Mit der Kava-Entscheidung buhlt die australische Regierung deswegen eindeutig auch um Pluspunkte in der Region, auf die auch China ein Auge geworfen hat. Letzteres wurde zuletzt nach der Doppelkatastrophe in Tonga wieder deutlich, wo nach einem Vulkanausbruch und Tsunami neben Australien und Neuseeland auch Japan und China Hilfsgüter anlieferten. Diese Rivalität der Pazifikanrainer hat nun zumindest dazu beigetragen, dass die Bestimmungen in Australien gelockert wurden. Und tatsächlich hinterlasse der Schritt bei den Menschen in der Region „einen positiven Eindruck“, wie der UN-Mann Samarasinha bestätigte.
Großes Potenzial für Kawa-Farmer
Noch steckt der Kawa-Import in Australien in den Kinderschuhen und ist von einem kommerziell lukrativen Handel weit entfernt. Doch das Potenzial für Kawa-Bauern im Pazifik ist groß, denn die Kawa-Pflanze ist eine der wertvollsten Nutzpflanzen in der Region. Auf Fidschi allein gibt es mehr als 10.000 Kawa-Farmer. Damit diese wirtschaftlichen Vorteile realisiert werden können, müsse Fidschi Kawa jedoch von seiner rohen Form zu mehr standardisierten und sicheren Konsumgütern entwickeln, wie es in einem Bericht des australischen Senders ABC heißt.

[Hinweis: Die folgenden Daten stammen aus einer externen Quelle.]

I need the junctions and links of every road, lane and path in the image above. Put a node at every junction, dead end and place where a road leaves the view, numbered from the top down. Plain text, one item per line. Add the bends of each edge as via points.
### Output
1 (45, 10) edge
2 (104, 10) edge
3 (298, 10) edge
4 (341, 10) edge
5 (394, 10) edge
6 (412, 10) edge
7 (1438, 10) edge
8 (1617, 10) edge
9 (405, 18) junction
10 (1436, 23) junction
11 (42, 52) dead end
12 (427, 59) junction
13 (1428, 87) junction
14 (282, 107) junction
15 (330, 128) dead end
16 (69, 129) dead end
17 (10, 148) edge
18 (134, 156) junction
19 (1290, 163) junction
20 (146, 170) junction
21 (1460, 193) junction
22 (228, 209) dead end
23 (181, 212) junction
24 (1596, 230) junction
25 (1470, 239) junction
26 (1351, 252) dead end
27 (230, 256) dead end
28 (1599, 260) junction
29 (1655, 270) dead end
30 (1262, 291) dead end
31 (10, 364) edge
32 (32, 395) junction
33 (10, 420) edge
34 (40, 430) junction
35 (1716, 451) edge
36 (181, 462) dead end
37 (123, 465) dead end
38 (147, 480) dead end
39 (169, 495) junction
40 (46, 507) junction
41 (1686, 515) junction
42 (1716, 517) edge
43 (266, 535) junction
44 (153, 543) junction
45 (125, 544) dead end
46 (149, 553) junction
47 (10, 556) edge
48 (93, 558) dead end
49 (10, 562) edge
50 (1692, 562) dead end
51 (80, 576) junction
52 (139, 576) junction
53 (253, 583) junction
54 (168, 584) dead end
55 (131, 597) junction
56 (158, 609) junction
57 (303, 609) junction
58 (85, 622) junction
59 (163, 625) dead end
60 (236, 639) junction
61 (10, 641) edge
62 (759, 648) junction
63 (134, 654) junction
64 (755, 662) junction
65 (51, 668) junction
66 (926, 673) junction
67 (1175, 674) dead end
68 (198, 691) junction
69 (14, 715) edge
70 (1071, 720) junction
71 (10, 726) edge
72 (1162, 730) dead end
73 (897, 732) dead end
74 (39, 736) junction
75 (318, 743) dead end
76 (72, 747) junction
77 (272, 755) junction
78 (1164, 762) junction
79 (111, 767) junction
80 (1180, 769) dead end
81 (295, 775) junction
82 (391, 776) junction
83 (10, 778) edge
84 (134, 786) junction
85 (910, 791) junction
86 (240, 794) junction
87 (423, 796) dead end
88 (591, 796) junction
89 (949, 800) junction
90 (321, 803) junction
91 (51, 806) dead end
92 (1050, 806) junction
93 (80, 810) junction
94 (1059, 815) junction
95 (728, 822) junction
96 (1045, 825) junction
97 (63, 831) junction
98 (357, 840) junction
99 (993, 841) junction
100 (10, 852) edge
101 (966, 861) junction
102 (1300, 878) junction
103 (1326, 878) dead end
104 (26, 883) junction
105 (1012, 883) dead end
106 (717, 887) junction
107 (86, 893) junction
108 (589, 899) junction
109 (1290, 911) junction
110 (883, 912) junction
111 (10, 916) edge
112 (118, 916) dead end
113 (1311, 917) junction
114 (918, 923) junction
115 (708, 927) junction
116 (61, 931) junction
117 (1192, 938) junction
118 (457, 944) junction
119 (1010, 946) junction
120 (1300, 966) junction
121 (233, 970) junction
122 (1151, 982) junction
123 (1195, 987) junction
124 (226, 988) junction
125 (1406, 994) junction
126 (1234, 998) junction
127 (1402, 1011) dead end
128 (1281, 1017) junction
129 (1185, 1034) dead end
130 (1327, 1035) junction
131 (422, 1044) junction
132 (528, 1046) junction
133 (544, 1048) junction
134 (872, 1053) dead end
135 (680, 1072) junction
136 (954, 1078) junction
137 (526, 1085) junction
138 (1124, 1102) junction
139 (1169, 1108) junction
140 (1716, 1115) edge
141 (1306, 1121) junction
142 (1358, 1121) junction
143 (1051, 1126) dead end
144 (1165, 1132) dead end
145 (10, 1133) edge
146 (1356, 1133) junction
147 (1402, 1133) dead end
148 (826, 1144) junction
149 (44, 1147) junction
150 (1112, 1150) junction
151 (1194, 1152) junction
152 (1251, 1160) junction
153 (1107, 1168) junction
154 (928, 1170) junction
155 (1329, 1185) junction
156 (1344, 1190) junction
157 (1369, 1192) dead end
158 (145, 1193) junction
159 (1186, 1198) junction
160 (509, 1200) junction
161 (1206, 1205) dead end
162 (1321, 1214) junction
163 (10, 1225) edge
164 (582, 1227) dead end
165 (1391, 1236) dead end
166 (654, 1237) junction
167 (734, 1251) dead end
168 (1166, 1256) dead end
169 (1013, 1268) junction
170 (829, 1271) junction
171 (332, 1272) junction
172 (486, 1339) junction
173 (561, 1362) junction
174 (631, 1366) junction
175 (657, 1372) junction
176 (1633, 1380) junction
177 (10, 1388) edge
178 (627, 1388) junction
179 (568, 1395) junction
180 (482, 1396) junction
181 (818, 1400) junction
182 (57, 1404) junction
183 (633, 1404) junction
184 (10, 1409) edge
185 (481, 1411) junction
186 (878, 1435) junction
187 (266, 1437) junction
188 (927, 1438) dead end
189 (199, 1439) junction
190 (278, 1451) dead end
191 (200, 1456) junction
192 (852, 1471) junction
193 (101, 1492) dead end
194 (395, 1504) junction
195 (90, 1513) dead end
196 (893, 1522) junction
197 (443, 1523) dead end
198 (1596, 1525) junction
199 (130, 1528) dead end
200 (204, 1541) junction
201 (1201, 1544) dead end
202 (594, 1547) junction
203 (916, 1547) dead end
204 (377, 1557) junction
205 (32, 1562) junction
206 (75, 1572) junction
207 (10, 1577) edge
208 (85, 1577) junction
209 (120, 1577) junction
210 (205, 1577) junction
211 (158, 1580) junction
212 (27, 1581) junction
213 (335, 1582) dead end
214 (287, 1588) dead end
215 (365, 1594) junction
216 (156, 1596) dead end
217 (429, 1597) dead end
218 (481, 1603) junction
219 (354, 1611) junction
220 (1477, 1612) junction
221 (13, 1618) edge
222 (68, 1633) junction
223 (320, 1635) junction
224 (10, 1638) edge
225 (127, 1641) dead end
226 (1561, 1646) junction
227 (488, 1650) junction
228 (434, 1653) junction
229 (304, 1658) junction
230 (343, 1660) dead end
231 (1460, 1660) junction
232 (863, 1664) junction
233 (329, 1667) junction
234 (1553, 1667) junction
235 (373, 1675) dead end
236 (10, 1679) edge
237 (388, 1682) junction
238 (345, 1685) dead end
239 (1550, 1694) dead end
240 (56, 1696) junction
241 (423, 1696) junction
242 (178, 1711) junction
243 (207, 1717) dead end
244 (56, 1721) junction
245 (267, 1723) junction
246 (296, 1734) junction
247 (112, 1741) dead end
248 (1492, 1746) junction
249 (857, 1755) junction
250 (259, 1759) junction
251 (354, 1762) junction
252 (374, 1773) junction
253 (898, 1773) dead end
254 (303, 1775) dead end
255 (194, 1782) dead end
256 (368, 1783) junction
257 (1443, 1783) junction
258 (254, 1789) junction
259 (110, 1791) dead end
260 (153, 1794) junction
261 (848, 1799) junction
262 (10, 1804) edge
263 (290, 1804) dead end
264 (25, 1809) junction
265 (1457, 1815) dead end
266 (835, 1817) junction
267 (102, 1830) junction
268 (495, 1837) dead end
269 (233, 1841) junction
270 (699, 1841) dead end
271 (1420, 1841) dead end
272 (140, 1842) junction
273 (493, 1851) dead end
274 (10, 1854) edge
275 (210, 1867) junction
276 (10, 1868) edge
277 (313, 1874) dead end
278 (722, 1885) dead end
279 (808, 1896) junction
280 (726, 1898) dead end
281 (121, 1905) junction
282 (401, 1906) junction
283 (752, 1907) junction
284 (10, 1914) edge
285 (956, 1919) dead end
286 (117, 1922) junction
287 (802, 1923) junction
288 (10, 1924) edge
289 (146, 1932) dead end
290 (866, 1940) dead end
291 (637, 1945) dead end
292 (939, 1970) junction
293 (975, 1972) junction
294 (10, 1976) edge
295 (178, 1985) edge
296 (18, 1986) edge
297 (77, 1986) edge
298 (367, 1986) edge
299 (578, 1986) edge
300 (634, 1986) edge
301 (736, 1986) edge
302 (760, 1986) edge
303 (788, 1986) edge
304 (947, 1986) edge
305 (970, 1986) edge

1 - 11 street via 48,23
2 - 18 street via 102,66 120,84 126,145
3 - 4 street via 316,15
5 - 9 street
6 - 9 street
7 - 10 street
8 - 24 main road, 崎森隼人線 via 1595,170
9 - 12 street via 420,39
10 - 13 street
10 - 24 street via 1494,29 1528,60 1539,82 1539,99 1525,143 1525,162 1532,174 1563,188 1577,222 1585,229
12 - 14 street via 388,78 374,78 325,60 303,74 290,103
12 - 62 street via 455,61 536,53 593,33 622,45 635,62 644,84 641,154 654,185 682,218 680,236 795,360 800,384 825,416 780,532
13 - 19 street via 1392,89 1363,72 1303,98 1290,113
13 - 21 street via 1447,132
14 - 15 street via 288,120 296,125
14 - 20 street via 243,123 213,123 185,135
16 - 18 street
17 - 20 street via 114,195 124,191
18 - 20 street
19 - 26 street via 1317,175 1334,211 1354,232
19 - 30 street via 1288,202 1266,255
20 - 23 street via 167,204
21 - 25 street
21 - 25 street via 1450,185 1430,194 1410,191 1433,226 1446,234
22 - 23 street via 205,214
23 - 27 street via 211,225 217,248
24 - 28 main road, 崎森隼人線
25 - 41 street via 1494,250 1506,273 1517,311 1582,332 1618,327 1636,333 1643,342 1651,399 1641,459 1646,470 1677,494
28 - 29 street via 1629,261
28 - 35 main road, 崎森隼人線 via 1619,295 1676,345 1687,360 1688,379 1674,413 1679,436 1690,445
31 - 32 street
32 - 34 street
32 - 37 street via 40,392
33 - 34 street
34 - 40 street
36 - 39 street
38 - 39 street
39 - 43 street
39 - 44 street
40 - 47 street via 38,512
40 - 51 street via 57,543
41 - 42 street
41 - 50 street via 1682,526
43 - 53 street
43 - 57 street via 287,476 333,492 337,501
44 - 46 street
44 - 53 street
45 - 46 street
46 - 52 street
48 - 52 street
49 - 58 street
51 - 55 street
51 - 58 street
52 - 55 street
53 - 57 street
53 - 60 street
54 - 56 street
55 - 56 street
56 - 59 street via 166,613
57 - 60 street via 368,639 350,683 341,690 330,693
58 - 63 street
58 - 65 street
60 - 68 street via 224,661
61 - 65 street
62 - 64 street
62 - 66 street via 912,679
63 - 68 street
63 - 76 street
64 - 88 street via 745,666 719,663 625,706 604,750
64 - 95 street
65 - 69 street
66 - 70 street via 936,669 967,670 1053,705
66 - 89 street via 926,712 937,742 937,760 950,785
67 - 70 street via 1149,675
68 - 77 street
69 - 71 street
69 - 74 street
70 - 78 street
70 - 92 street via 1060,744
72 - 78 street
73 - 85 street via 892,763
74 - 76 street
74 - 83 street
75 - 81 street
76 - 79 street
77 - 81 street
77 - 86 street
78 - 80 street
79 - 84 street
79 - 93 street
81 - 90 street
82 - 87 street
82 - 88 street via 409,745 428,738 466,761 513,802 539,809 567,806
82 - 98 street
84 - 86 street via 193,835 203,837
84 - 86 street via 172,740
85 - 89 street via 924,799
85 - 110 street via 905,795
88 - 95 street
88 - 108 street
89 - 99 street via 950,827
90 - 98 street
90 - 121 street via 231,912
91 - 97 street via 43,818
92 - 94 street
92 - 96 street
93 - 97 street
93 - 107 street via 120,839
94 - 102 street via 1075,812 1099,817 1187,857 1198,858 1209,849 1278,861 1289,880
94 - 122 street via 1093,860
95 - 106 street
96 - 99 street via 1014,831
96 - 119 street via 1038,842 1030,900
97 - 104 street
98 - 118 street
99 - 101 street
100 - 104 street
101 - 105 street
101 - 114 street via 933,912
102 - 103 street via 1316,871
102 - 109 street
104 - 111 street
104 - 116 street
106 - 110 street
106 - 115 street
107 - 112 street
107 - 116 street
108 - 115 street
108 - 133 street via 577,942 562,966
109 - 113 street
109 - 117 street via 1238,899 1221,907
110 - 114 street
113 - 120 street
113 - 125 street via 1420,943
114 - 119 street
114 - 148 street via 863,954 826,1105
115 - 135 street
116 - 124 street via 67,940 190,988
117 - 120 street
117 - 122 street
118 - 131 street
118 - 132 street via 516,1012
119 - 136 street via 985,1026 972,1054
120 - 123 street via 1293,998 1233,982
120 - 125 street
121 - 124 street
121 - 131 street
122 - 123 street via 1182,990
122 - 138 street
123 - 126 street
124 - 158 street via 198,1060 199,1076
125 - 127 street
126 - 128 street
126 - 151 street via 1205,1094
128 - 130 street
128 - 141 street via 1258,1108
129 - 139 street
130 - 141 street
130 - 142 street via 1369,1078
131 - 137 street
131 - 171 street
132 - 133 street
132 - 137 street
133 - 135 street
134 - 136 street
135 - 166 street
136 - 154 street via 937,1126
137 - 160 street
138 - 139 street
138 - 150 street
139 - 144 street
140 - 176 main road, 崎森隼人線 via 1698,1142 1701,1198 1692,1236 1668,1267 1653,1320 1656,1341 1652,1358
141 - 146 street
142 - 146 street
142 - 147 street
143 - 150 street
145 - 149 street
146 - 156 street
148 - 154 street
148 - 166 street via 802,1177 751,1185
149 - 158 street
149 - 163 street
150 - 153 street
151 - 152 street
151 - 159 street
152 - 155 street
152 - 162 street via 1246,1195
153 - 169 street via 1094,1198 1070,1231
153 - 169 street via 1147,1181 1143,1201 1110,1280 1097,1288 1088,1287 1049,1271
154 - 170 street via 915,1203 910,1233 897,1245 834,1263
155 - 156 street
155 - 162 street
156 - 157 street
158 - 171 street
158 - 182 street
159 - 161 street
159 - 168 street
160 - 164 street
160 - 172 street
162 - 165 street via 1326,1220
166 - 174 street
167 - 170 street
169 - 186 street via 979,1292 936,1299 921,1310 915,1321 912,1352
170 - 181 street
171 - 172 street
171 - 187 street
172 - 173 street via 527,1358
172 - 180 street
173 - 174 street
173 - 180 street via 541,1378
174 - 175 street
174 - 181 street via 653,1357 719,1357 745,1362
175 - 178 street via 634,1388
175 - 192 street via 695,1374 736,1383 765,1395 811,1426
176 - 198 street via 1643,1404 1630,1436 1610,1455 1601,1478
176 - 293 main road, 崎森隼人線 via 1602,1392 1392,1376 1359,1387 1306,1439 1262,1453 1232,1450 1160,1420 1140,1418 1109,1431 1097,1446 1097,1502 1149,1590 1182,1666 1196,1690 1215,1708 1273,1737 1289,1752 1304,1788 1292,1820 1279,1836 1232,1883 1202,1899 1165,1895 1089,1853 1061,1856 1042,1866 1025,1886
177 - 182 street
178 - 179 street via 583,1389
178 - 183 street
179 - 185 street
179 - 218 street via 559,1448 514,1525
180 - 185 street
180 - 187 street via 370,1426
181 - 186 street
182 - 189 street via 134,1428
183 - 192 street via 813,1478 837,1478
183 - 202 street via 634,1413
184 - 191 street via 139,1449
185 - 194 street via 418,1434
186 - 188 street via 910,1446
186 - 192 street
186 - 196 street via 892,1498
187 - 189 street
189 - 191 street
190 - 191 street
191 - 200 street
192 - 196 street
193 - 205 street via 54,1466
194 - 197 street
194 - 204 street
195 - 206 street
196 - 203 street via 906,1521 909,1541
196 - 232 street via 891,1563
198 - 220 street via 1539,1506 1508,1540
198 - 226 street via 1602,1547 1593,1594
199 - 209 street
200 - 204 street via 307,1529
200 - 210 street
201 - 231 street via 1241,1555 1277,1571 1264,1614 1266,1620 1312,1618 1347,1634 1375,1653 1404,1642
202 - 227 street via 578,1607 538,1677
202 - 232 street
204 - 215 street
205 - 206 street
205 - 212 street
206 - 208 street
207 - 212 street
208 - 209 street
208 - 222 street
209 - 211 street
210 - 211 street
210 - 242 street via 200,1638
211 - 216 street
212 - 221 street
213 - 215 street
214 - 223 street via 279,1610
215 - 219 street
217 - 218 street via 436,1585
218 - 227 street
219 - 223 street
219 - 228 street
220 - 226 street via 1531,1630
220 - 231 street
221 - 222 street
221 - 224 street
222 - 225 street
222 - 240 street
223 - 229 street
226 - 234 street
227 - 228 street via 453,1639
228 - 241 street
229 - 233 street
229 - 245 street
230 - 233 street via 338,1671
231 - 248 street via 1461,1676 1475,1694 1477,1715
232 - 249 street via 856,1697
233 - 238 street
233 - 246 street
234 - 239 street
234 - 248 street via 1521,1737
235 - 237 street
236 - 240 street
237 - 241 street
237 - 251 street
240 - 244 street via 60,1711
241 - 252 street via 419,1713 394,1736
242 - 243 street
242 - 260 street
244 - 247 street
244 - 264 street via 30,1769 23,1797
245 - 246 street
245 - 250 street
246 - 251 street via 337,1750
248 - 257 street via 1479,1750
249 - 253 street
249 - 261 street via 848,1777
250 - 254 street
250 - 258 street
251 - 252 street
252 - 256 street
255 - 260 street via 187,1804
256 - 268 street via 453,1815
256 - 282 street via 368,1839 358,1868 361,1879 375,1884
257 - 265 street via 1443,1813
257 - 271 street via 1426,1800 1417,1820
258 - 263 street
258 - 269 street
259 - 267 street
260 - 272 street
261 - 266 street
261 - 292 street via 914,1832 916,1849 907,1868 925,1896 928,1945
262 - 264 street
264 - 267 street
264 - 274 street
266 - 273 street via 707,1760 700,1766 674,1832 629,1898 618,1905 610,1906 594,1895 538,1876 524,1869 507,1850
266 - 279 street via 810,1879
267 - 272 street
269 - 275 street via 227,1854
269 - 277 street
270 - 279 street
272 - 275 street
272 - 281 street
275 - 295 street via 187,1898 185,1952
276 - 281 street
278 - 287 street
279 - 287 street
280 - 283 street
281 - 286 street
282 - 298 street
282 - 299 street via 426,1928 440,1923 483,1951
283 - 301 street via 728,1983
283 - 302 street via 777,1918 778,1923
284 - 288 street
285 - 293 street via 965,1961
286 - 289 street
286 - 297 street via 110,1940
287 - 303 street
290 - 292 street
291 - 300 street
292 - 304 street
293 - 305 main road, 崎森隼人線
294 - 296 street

Donny Yee Jason, Geschäftsführer des Kawa-Produzenten Lami Kawa, hofft, dass Kawa sich in Australien über kurz oder lang ähnlich gut etablieren wird wie in den USA. „Wir wollen es neben Tee und Kaffee platzieren – in Cafés, Supermärkten und Reformhäusern“, sagte er. In Amerika habe es ähnlich wie in Australien mit der Diaspora der pazifischen Inselbewohner begonnen. „Und dann hat es sich zu einem Getränk entwickelt, das der normale Amerikaner trinkt.“ Inzwischen gebe es über 300 Kawa-Bars in den USA. „Das wird hoffentlich auch in Australien passieren“, meinte er.